▶ Working data
--- START ---
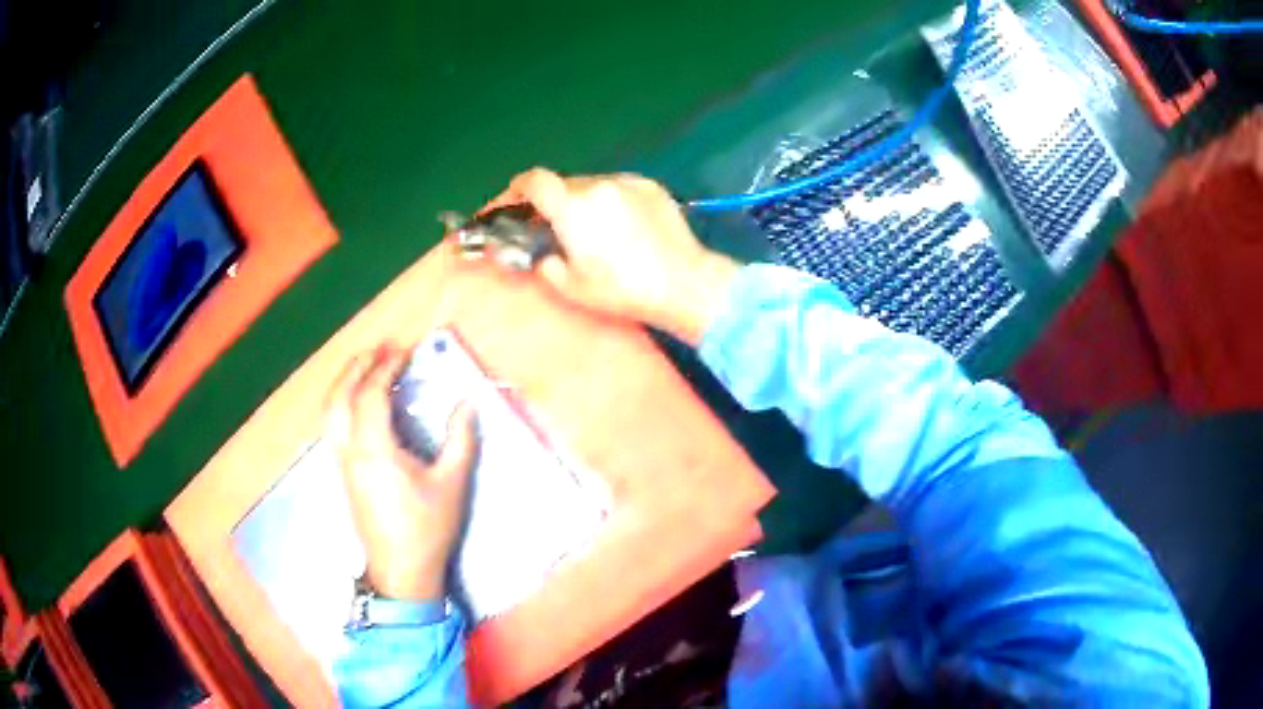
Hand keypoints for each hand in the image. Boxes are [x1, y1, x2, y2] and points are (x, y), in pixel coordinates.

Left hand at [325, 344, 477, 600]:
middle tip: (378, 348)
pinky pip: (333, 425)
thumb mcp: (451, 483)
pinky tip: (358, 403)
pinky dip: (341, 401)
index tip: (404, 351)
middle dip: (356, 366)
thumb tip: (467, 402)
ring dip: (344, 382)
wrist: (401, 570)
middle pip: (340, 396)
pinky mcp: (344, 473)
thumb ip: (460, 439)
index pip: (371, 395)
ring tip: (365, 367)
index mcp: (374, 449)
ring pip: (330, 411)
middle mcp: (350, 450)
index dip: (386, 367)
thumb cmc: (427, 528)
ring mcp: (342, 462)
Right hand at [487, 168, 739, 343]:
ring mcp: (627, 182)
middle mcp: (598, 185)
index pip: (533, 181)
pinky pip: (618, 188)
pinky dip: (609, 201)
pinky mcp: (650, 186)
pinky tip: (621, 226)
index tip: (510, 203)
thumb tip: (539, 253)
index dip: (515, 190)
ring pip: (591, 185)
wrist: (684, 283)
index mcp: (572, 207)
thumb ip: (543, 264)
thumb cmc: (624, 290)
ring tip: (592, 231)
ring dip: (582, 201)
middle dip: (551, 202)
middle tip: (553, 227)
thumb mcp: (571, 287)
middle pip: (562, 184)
--- END ---
--- START ---
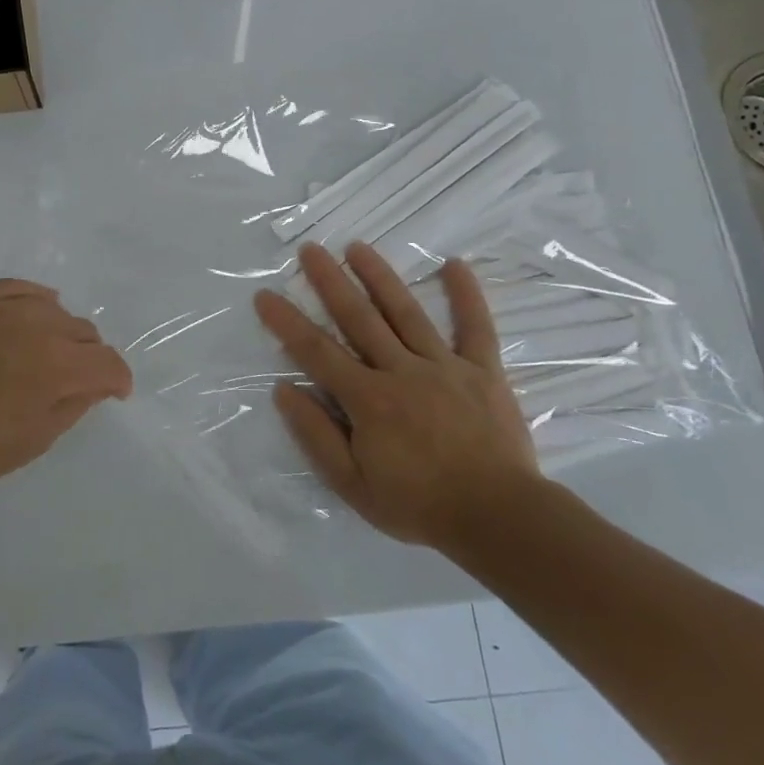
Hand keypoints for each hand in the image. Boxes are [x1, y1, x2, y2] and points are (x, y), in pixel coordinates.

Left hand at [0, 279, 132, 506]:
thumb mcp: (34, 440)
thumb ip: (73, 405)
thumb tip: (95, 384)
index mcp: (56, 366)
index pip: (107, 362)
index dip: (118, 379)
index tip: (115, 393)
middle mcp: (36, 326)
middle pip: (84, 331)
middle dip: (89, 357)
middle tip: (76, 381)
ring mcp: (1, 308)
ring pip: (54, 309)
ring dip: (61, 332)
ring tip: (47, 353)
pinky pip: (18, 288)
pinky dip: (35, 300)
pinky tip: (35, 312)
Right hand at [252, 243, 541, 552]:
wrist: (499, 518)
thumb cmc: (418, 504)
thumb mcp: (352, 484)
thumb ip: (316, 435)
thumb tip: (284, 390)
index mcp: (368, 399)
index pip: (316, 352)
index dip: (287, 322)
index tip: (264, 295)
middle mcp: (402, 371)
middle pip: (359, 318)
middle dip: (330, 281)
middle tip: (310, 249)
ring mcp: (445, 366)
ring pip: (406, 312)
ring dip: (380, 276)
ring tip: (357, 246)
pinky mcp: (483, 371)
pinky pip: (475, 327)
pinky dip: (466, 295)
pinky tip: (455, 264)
--- END ---
--- START ---
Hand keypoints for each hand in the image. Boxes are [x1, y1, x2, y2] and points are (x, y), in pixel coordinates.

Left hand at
--- END ---
▶ Exercise description
Retype exactly the lines of the data above that fall between the line with "index pip: (107, 362)" and the line with "thumb cmc: (418, 504)", inclusive, and add nothing.

▶ Answer to the problem
index pip: (107, 362)
index dip: (118, 379)
index tip: (115, 393)
middle mcp: (36, 326)
middle pip: (84, 331)
middle dip: (89, 357)
middle tip: (76, 381)
ring mcp: (1, 308)
ring pip: (54, 309)
ring dip: (61, 332)
ring tip: (47, 353)
pinky pip: (18, 288)
pinky dip: (35, 300)
pinky tip: (35, 312)
Right hand at [252, 243, 541, 552]:
wrist: (499, 518)
thumb cmc: (418, 504)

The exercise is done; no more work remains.